▶ **Your assignment**
Exact duplicates of the lines from the top of the data through the line containing "thumb tip: (1111, 876)" are needed, with every picture left out.

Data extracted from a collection
-=-=-=-=-
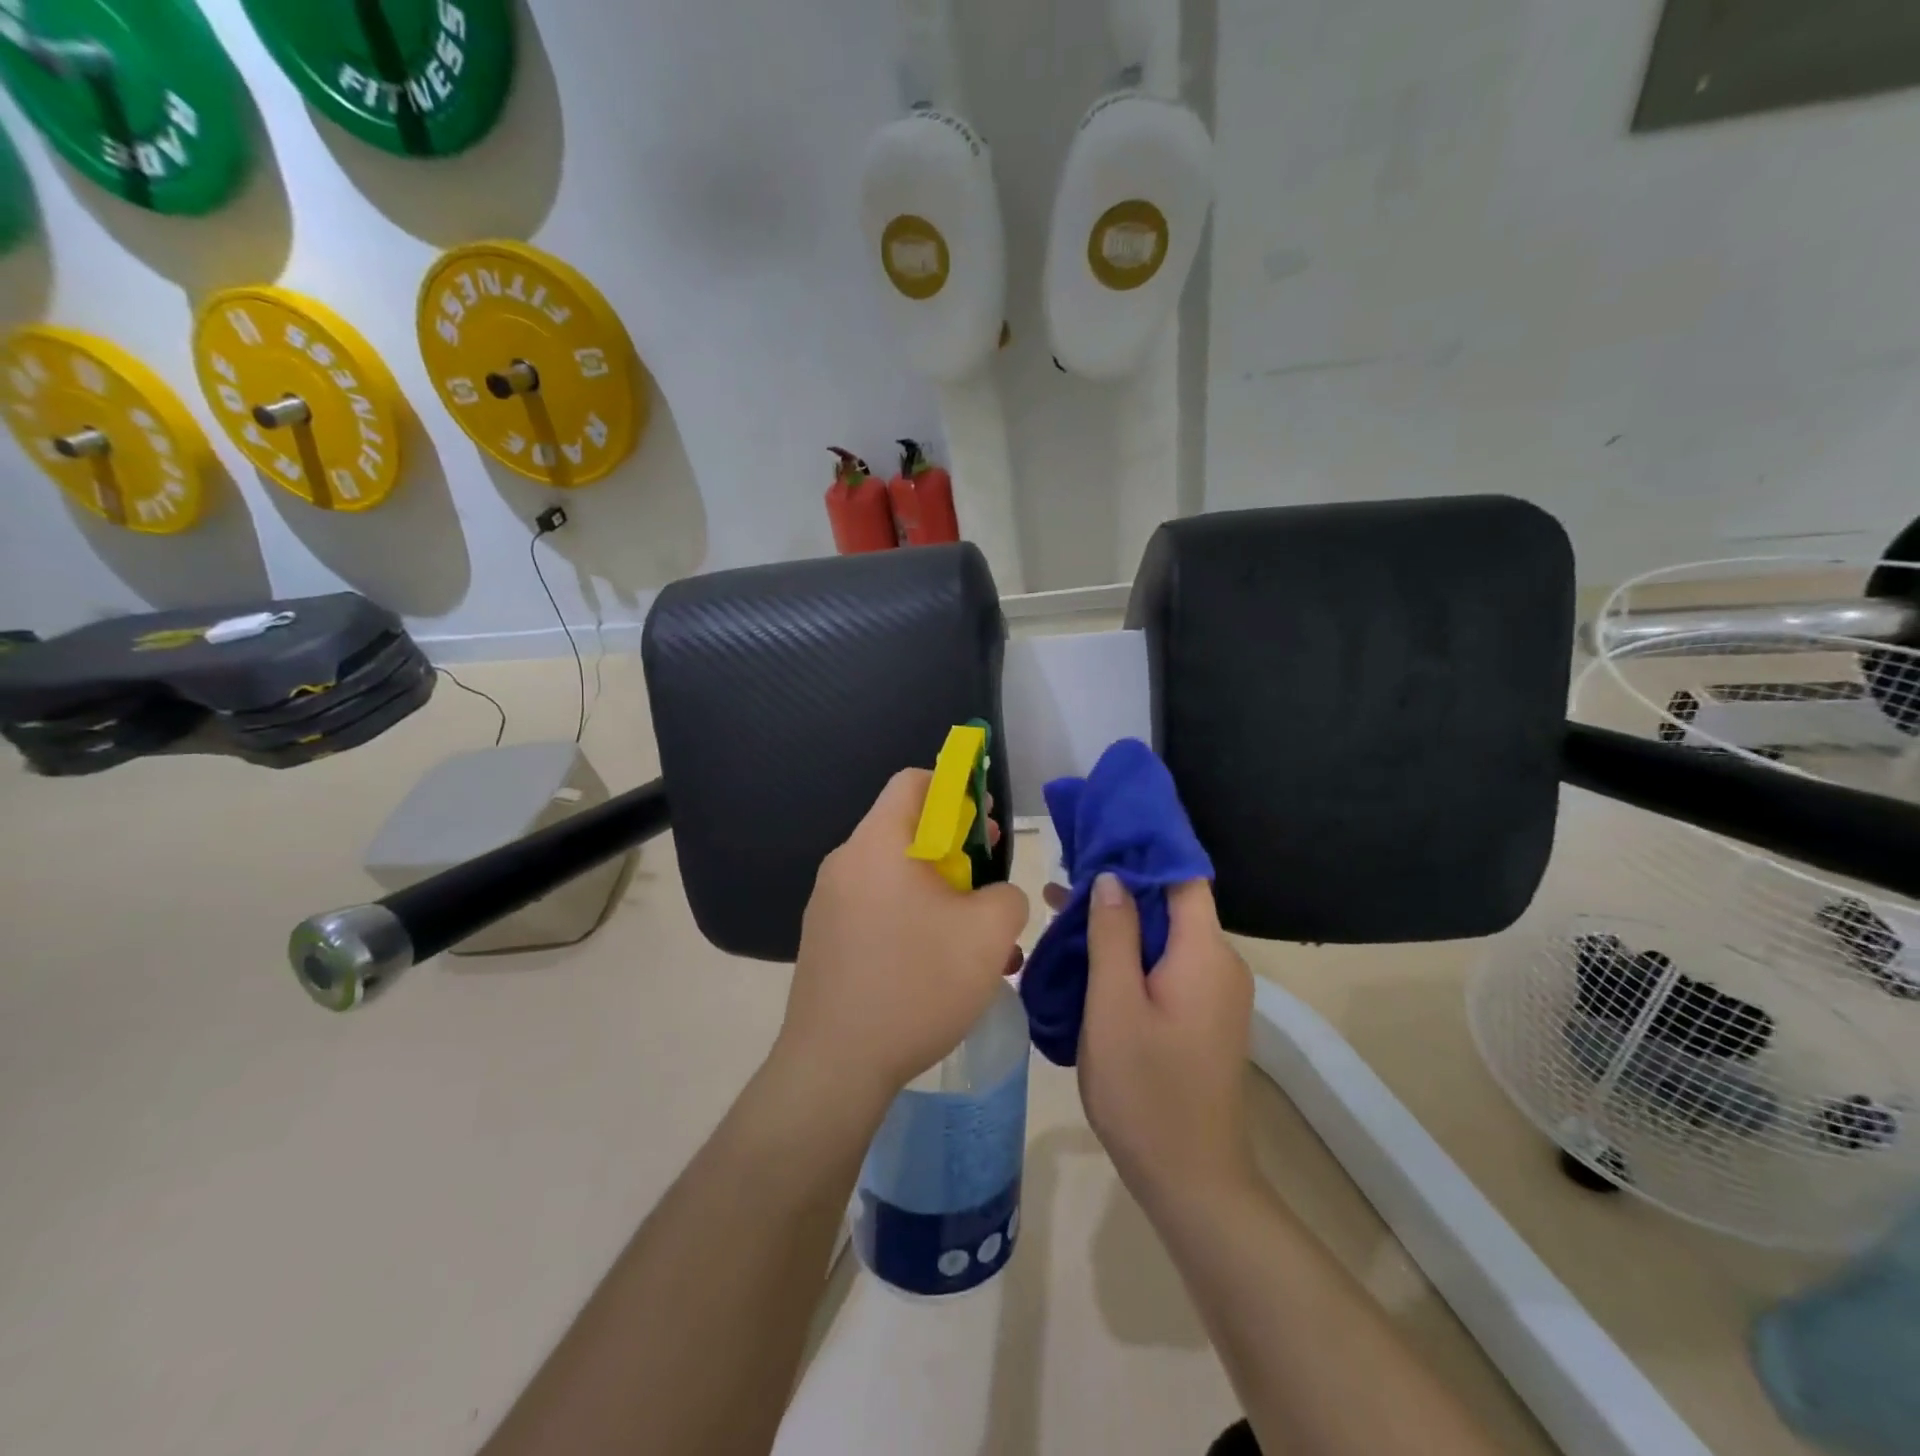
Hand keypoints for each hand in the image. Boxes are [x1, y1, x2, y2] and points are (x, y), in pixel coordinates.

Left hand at [772, 770, 1030, 1117]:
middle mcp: (845, 862)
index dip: (956, 790)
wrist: (835, 1065)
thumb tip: (992, 895)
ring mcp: (827, 903)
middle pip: (906, 829)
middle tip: (987, 884)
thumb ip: (1007, 895)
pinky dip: (911, 919)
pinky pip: (876, 908)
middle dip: (955, 849)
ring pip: (895, 876)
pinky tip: (937, 965)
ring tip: (973, 938)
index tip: (984, 826)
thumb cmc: (916, 984)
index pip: (913, 781)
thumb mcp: (988, 934)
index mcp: (878, 843)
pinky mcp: (824, 939)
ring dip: (938, 893)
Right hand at [1074, 873, 1256, 1212]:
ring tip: (1059, 909)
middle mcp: (1220, 963)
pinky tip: (1089, 954)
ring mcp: (1214, 992)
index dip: (1144, 847)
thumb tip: (1111, 876)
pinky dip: (1131, 952)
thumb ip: (1114, 934)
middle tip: (1062, 874)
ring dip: (1119, 921)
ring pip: (1165, 936)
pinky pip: (1167, 964)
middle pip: (1171, 903)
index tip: (1100, 829)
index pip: (1181, 875)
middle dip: (1119, 885)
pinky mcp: (1203, 1014)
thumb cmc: (1146, 1090)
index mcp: (1204, 953)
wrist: (1191, 1181)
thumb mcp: (1114, 1005)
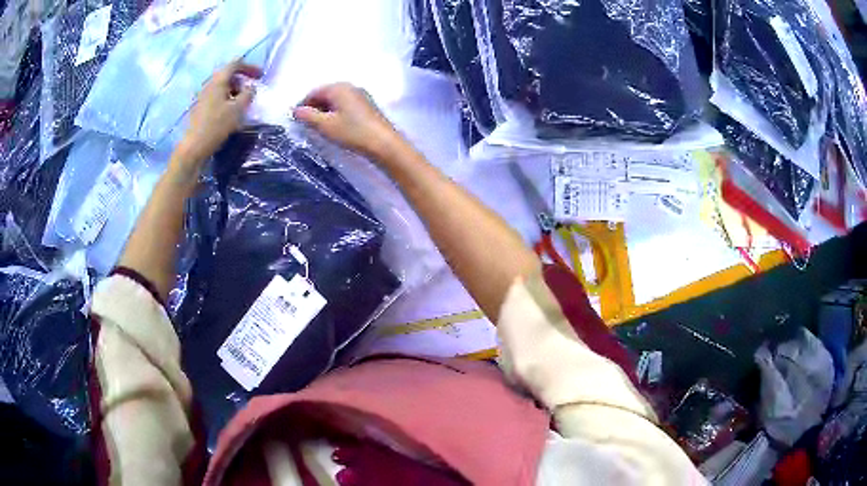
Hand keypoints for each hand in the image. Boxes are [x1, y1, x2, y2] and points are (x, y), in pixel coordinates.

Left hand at [176, 59, 262, 170]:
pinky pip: (216, 97)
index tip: (260, 76)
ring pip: (221, 87)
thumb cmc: (217, 125)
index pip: (235, 64)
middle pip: (227, 75)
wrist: (194, 147)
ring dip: (234, 91)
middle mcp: (209, 85)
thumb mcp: (238, 109)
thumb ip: (248, 94)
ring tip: (241, 104)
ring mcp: (202, 97)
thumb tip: (251, 88)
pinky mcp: (200, 108)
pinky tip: (229, 112)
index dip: (249, 67)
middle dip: (241, 80)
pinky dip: (226, 99)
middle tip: (250, 91)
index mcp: (218, 81)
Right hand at [293, 83, 402, 160]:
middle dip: (314, 107)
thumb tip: (296, 110)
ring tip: (320, 127)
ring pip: (336, 100)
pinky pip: (346, 105)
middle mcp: (350, 86)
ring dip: (325, 111)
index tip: (296, 119)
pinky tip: (336, 126)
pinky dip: (337, 113)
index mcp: (338, 88)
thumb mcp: (325, 125)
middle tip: (307, 124)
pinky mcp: (367, 105)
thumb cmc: (352, 132)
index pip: (314, 92)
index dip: (303, 105)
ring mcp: (361, 95)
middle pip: (325, 94)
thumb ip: (308, 116)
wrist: (384, 142)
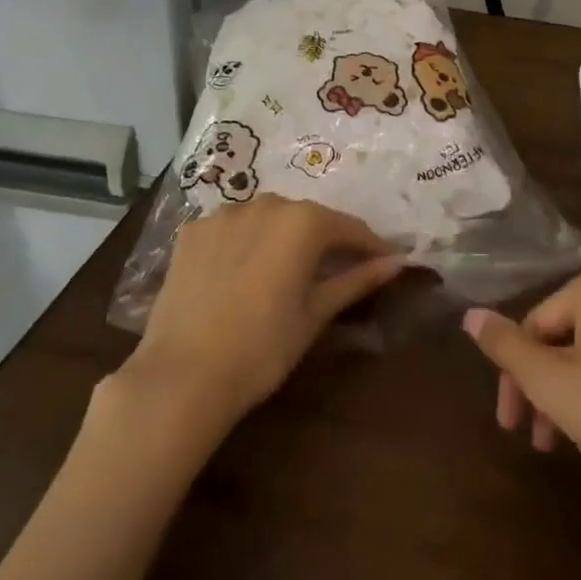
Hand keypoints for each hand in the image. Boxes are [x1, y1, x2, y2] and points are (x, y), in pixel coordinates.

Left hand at [123, 195, 402, 429]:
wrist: (183, 375)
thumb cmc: (263, 348)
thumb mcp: (316, 313)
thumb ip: (357, 280)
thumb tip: (397, 261)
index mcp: (303, 221)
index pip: (349, 228)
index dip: (370, 247)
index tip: (386, 262)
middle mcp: (265, 204)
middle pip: (307, 218)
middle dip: (326, 240)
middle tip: (337, 270)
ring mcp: (223, 214)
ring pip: (267, 218)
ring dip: (283, 237)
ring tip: (287, 270)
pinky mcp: (191, 231)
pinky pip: (231, 229)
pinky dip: (244, 243)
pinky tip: (242, 272)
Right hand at [462, 264, 580, 557]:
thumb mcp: (550, 381)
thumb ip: (505, 346)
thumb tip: (470, 315)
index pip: (537, 325)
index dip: (515, 377)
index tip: (511, 426)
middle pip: (569, 339)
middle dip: (547, 390)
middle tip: (539, 441)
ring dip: (575, 396)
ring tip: (574, 444)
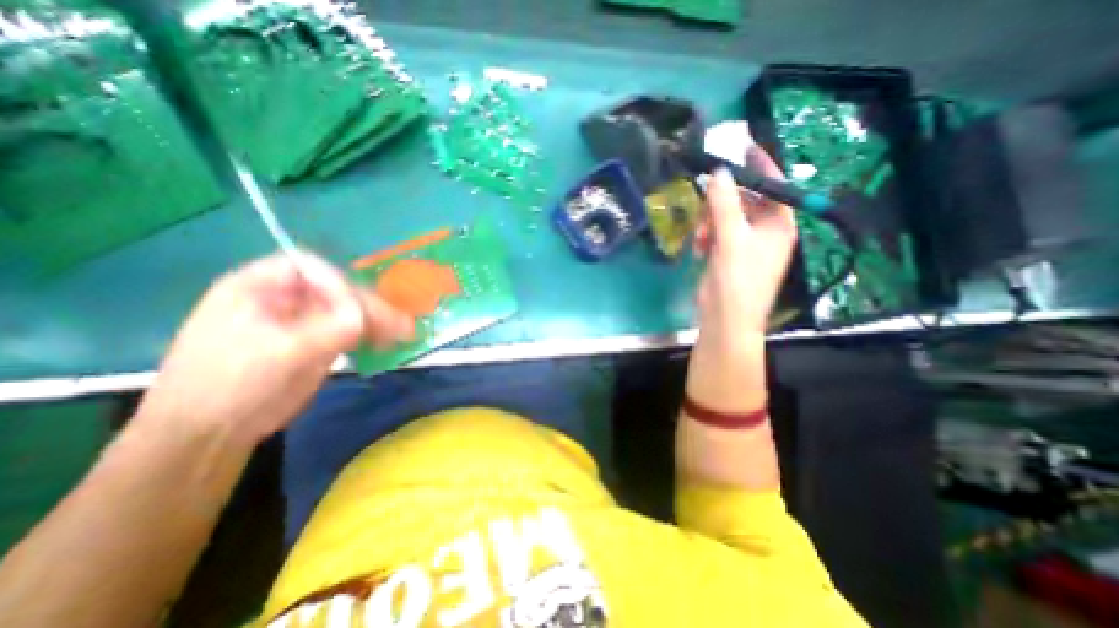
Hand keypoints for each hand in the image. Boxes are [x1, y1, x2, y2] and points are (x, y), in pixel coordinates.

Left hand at [134, 251, 414, 446]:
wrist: (212, 432)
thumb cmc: (232, 384)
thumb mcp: (281, 353)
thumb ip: (329, 329)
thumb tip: (366, 317)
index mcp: (259, 287)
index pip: (308, 266)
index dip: (336, 282)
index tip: (357, 309)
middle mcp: (286, 298)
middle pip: (337, 290)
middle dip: (369, 306)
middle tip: (399, 324)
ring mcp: (305, 321)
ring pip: (350, 310)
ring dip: (378, 320)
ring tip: (404, 333)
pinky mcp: (318, 342)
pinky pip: (351, 330)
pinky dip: (372, 334)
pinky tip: (389, 341)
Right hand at [686, 145, 799, 414]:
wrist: (724, 319)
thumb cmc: (737, 281)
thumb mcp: (731, 239)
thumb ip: (724, 204)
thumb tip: (719, 172)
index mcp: (779, 224)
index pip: (773, 185)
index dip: (759, 164)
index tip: (742, 144)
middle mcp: (765, 230)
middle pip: (743, 200)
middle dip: (720, 204)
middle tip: (704, 206)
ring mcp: (744, 243)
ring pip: (724, 216)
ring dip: (708, 224)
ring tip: (700, 241)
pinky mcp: (726, 254)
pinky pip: (715, 233)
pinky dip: (705, 238)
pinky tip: (699, 250)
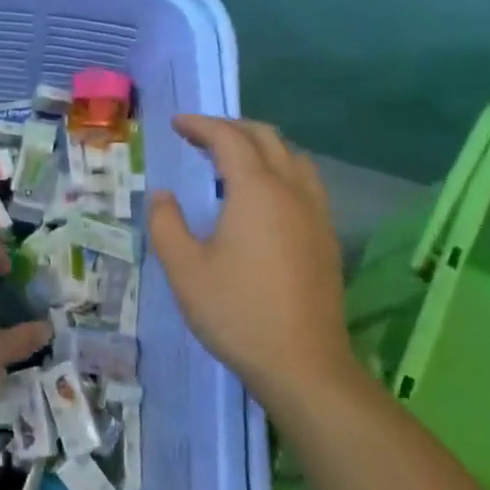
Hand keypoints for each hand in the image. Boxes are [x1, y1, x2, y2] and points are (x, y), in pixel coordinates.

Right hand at [149, 116, 350, 405]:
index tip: (177, 124)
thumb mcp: (184, 269)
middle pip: (267, 138)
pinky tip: (264, 198)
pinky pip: (306, 183)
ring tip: (233, 161)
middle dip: (232, 128)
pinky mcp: (327, 238)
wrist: (303, 364)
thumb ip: (166, 223)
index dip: (201, 125)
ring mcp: (316, 214)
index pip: (229, 138)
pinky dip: (281, 170)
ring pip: (294, 157)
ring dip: (262, 147)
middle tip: (200, 136)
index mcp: (257, 190)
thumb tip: (163, 196)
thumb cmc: (237, 312)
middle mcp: (292, 191)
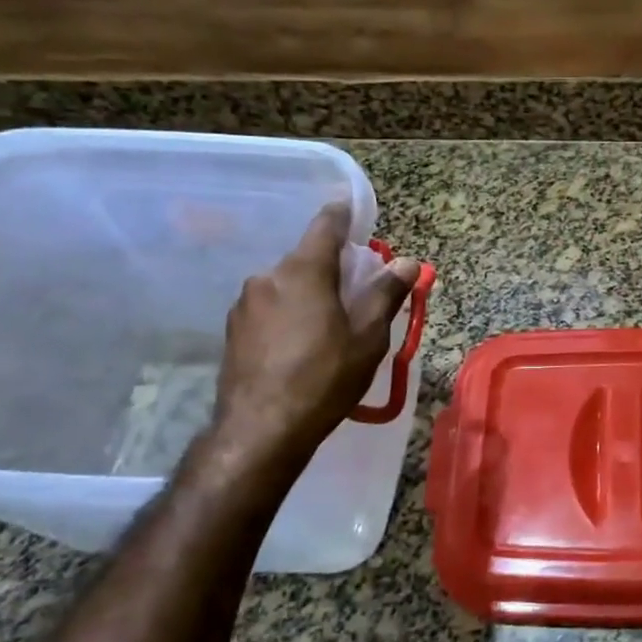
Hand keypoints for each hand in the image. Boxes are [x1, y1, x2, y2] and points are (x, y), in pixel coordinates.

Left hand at [209, 203, 420, 468]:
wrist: (262, 429)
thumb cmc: (324, 378)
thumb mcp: (367, 337)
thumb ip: (386, 294)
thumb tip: (407, 262)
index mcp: (305, 270)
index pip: (326, 225)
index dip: (343, 215)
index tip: (355, 212)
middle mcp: (269, 276)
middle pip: (307, 258)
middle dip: (333, 267)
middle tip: (357, 291)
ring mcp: (245, 303)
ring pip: (287, 284)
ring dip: (309, 293)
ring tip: (330, 325)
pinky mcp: (233, 329)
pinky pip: (270, 307)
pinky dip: (290, 313)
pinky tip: (301, 345)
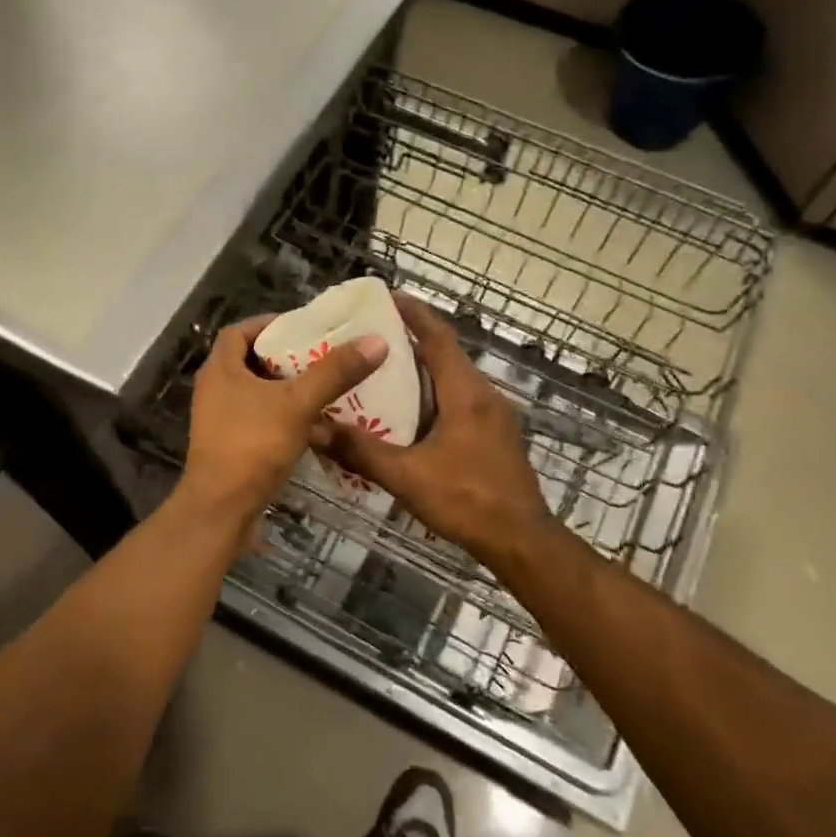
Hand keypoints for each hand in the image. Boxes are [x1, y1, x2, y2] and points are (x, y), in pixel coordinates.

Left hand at [180, 313, 385, 522]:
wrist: (222, 509)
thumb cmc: (253, 446)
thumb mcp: (298, 403)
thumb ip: (334, 372)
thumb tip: (375, 341)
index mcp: (220, 370)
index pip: (240, 331)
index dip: (269, 324)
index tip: (303, 326)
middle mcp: (214, 390)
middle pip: (249, 361)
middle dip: (285, 357)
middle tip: (322, 355)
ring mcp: (219, 420)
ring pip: (255, 393)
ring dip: (285, 388)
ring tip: (324, 386)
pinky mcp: (229, 446)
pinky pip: (258, 419)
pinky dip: (282, 415)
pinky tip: (312, 423)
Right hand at [320, 296, 556, 570]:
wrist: (521, 539)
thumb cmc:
-=-=-=-=-
▶ **Written solution**
Hand keypoints for each hand in the image. Boxes are [x1, y1, x2, y2] and points are (x, y), in pixel coordinates.

Left hand at [772, 770, 1030, 1117]:
middle mcp: (845, 862)
index dip: (956, 790)
wrist: (835, 1065)
thumb tip: (992, 895)
ring mcp: (827, 903)
middle pip: (906, 829)
middle tip: (987, 884)
thumb ip: (1007, 895)
pinky dip: (911, 919)
pinky pip: (876, 908)
middle dip: (955, 849)
ring pip: (895, 876)
pinky tip: (937, 965)
ring tip: (973, 938)
index tip: (984, 826)
thumb cmc: (916, 984)
index pip: (913, 781)
thumb mcp: (988, 934)
index mcp: (878, 843)
pinky mcp: (824, 939)
ring dip: (938, 893)
Right hand at [1074, 873, 1256, 1212]:
ring tip: (1059, 909)
middle mcp: (1220, 963)
pinky tip: (1089, 954)
ring mcp: (1214, 992)
index dip: (1144, 847)
thumb tip: (1111, 876)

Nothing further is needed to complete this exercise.